Tonight I am serving my children

Bird's Eye chicken dippers
Bird's Eye fish fingers
McCain Oven chips
Broccoli
Heinz Baked Beanz

I feel that my mind has been twisted so much that I actually feel bad at producing such a "poor" dinner. But that's silly, isn't it? I mean it's 100 % chicken breast (plus batter, 100 % cod (plus batter), potatoes and sunflower oil...

OP posts:
sallystrawberry · 21/11/2006 23:12

This reply has been deleted

Message withdrawn at poster's request.

CountessDracula · 21/11/2006 23:15

www haddock is bad news too:

Haddock:

Some stocks are believed to be improving but many are highly over-exploited

Haddock are caught in mixed fisheries that also target other highly depleted stocks such as cod and whiting

Haddock fishing is associated with a very high bycatch of cod and juvenile haddock - up to 50% of the catch

(except haddock from Waitrose and M&S - both of these supermarkets are working hard to fish haddock in less wasteful and destructive ways)

handlemecarefully · 21/11/2006 23:50

My children had fishfingers today too, with new potatoes, broccoli and carrots. Making my own fishfingers (as suggested on this thread) would have been unthinkable today, since I could barely get the ones from the freezer onto a baking tray (I can't stand up straight or bend without wincing currently due to acute back pain) without a sweat beading on my brow.

Christ knows what I'll give them tomorrow if my back is still fecked....

This weeks menu plan is up in smoke. Thank God for my freezer back up staples!

moondog · 22/11/2006 08:00

I feel very sad that so many of you revel in giving your kids crap.
The ad men are rubbing their hands in glee.
The claptrap they peddly has been swallowed hook line and sinker.

GeorginaA · 22/11/2006 08:05

So the organic/free range/lentil weaved industry uses no marketing whatsoever

moondog · 22/11/2006 08:19

Why does rejecting crap automatically turn you into a willow basket weaving alfalfa growing crusty?
I don't live like that.

niceglasses · 22/11/2006 08:20

Theres a great book called 'The Rebel Sell' forget the author now, about how there is a whole concept of so called 'alternative' /organic/ whatever companies who are just as manipulative as mainstream and trade directly off their wholesome image. Organic/ free range is not above stooping to any level.

nailpolish · 22/11/2006 08:21

if ant and dec gave you 2 wooden plates

one with chicken breast

one with chicken vagina (but covered in breadcrumbs

WHAT WOULD YOU PICK

WHAT WOULD YOUR CHILDREN PICK

??

Tortington · 22/11/2006 08:21

theres a middle ground.

tonight matthew i am going to cook..............custymince concoction with giant pasta.

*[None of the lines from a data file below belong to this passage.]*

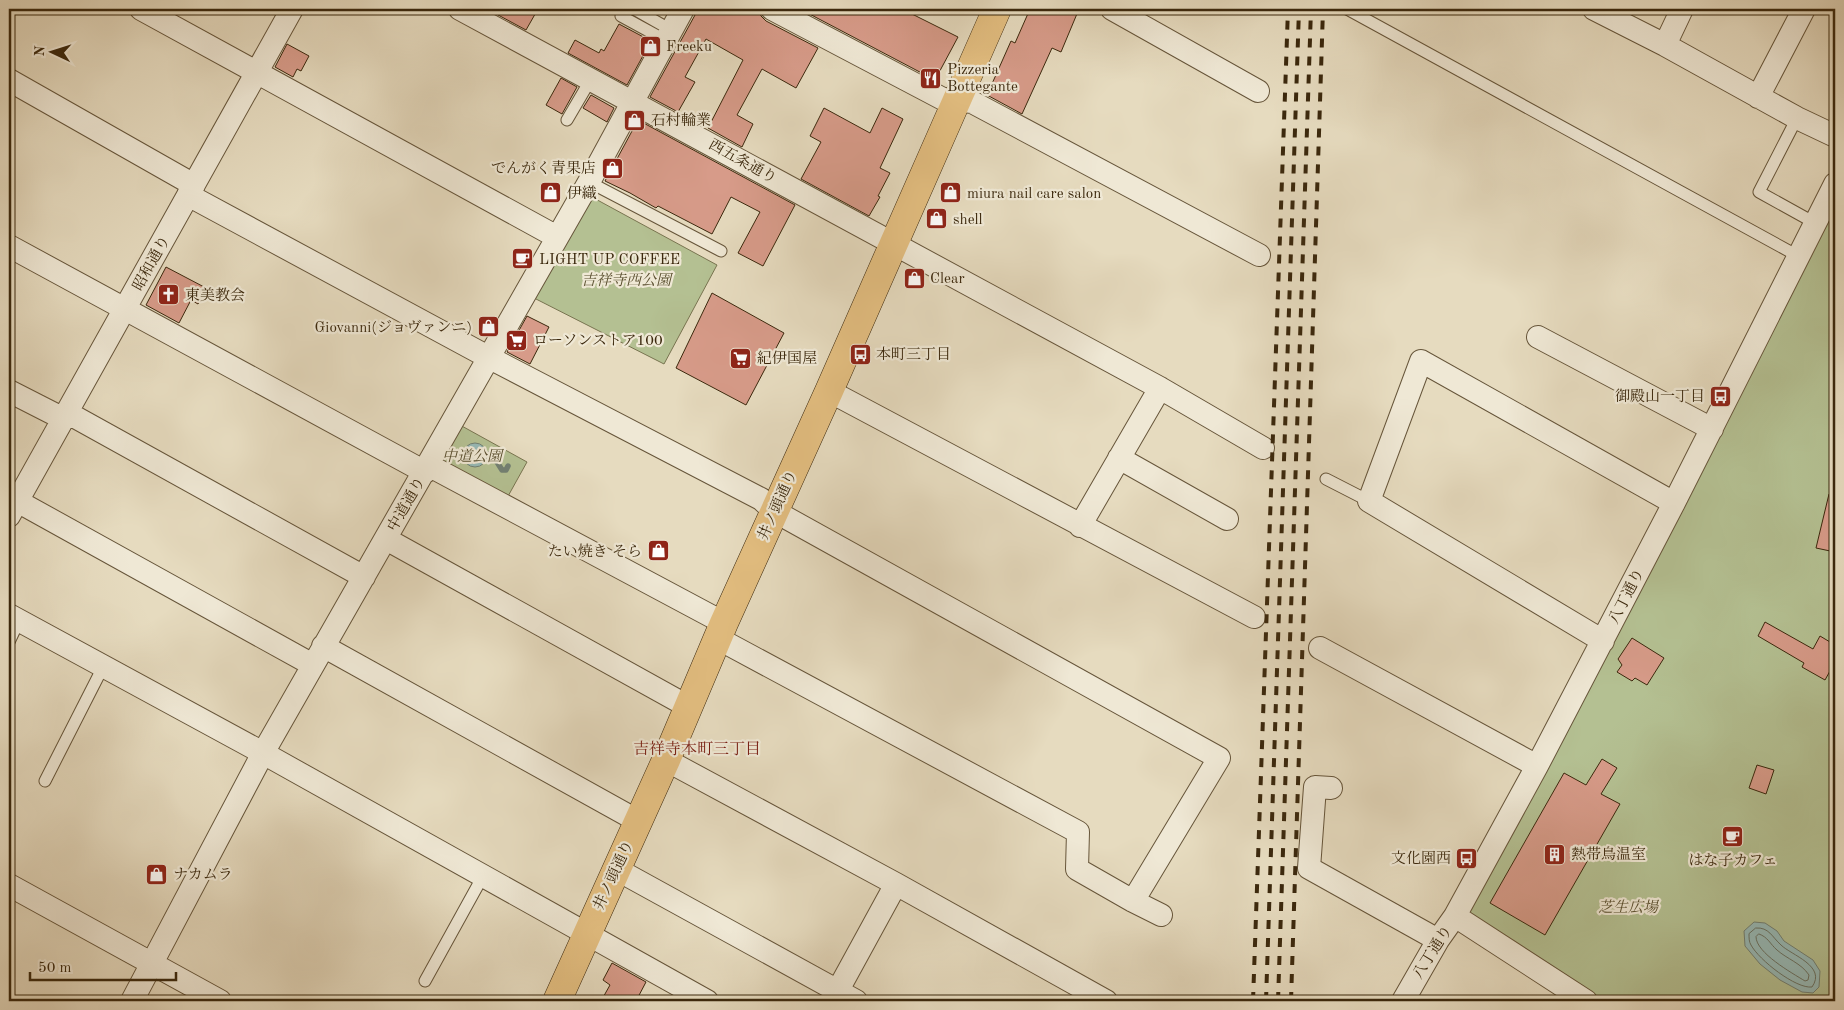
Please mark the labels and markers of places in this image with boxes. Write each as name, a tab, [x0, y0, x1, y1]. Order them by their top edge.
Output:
shop icon: Freeku	[638, 34, 662, 58]
place label: Freeku	[666, 40, 712, 55]
place label: Pizzeria Bottegante	[947, 63, 1018, 95]
restaurant icon: Pizzeria Bottegante	[919, 66, 943, 90]
shop icon: 石村輪業	[623, 108, 647, 132]
place label: 石村輪業	[651, 112, 711, 129]
shop icon: でんがく青果店	[600, 156, 624, 180]
place label: でんがく青果店	[491, 160, 596, 177]
shop icon: 伊織	[539, 181, 563, 205]
shop icon: miura nail care salon	[939, 181, 963, 205]
place label: 伊織	[567, 185, 597, 202]
place label: miura nail care salon	[967, 187, 1101, 202]
shop icon: shell	[925, 207, 949, 231]
place label: shell	[953, 213, 983, 228]
cafe icon: LIGHT UP COFFEE	[511, 247, 535, 271]
place label: LIGHT UP COFFEE	[539, 253, 680, 268]
shop icon: Clear	[902, 266, 926, 290]
place label: Clear	[930, 272, 965, 287]
church icon: 東美教会	[157, 283, 181, 307]
place label: 東美教会	[185, 287, 245, 304]
shop icon: Giovanni(ジョヴァンニ)	[476, 315, 500, 339]
place label: Giovanni(ジョヴァンニ)	[315, 319, 472, 336]
supermarket icon: ローソンストア100	[505, 328, 529, 352]
place label: ローソンストア100	[533, 333, 663, 349]
bus stop icon: 本町三丁目	[848, 342, 872, 366]
supermarket icon: 紀伊国屋	[729, 346, 753, 370]
place label: 本町三丁目	[876, 346, 951, 363]
place label: 紀伊国屋	[757, 350, 817, 367]
bus stop icon: 御殿山一丁目	[1709, 384, 1733, 408]
place label: 御殿山一丁目	[1615, 388, 1705, 405]
shop icon: たい焼き そら	[646, 539, 670, 563]
place label: たい焼き そら	[548, 543, 642, 560]
cafe icon: はな子カフェ	[1721, 825, 1745, 849]
building icon: 熱帯鳥温室	[1543, 842, 1567, 866]
bus stop icon: 文化園西	[1455, 846, 1479, 870]
place label: 熱帯鳥温室	[1571, 846, 1646, 863]
place label: 文化園西	[1391, 850, 1451, 867]
place label: はな子カフェ	[1688, 853, 1778, 869]
shop icon: ナカムラ	[145, 862, 169, 886]
place label: ナカムラ	[173, 867, 233, 883]

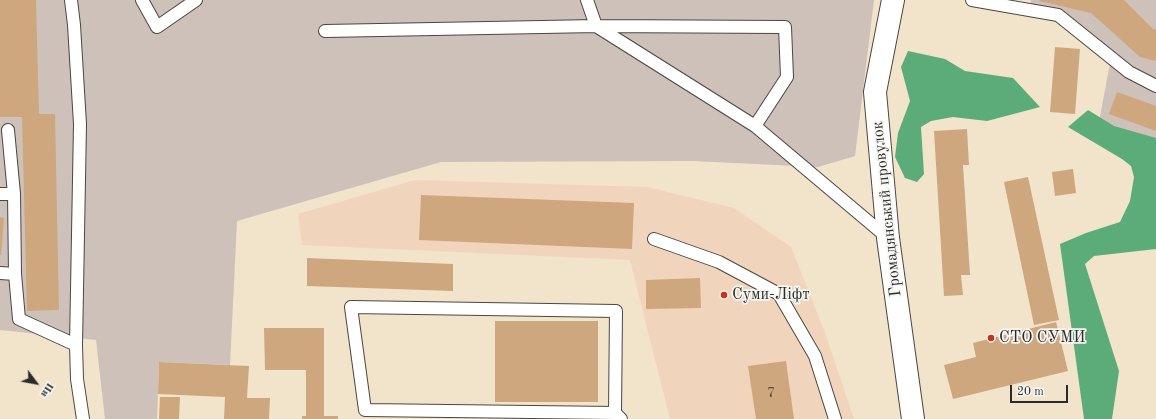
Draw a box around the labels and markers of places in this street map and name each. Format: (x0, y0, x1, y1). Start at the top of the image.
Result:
place label: Суми-Ліфт (732, 285, 810, 305)
marker: Суми-Ліфт (719, 290, 729, 300)
place label: СТО СУМИ (999, 328, 1086, 348)
marker: СТО СУМИ (986, 333, 996, 343)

have to defrost mince. shit

drosophila · 22/11/2006 08:22

Moondog chill!!! My DS has several serious food allergies and has a very restricted diet. His relationship with food as a result is terrible (food having nearly killed him a couple of time can do that). He is a as a result underweight and frankly I am happy if he eats chicken nuggets although I do buy the organic ones from Waitrose (no egg). He will eat veg, luckily, and pasta with Olive oil drizzled over it. This is a typical and frequent meal.

I can persuade him to eat roasted chicken thigh with garlic occassionally. I love to cook and have been know to cook 4 different meals in an evening to cater for allergies, baby food and fussy partner so it's not that I am lazy.

Tortington · 22/11/2006 08:23

can i ask why fish fingers 100%cod are crap?

we dont eat them cos kids are too old - but i love them - which is sure indicator of crapolaness.

nailpolish · 22/11/2006 08:30

fish fingers used to be cut with potatoes and starch etc

but i dont know, now they seem to be 100% fish

i would still rather buy a bit of fish tho...

saggarmakersbottomknocker · 22/11/2006 08:31

I think most parents here reject true crap - but honestly you'd drive yourself nuts thinking too much about how food arrives on your plate.

And a family's circumstances have a huge impact on how they can eat. I'd love to buy organic this and that - the fact is I can't afford it. I'm stretching to potatoes, carrots, milk, dried fruit and bananas at the moment. There's no way I can afford an organic chicken.

And working with 3 kids under five seriously impacts on the time you have (been there, done that).You do the best you can and if that means a ready-meal once or twice a week then that's the way it has to be. And I'm not clapping my hands with glee.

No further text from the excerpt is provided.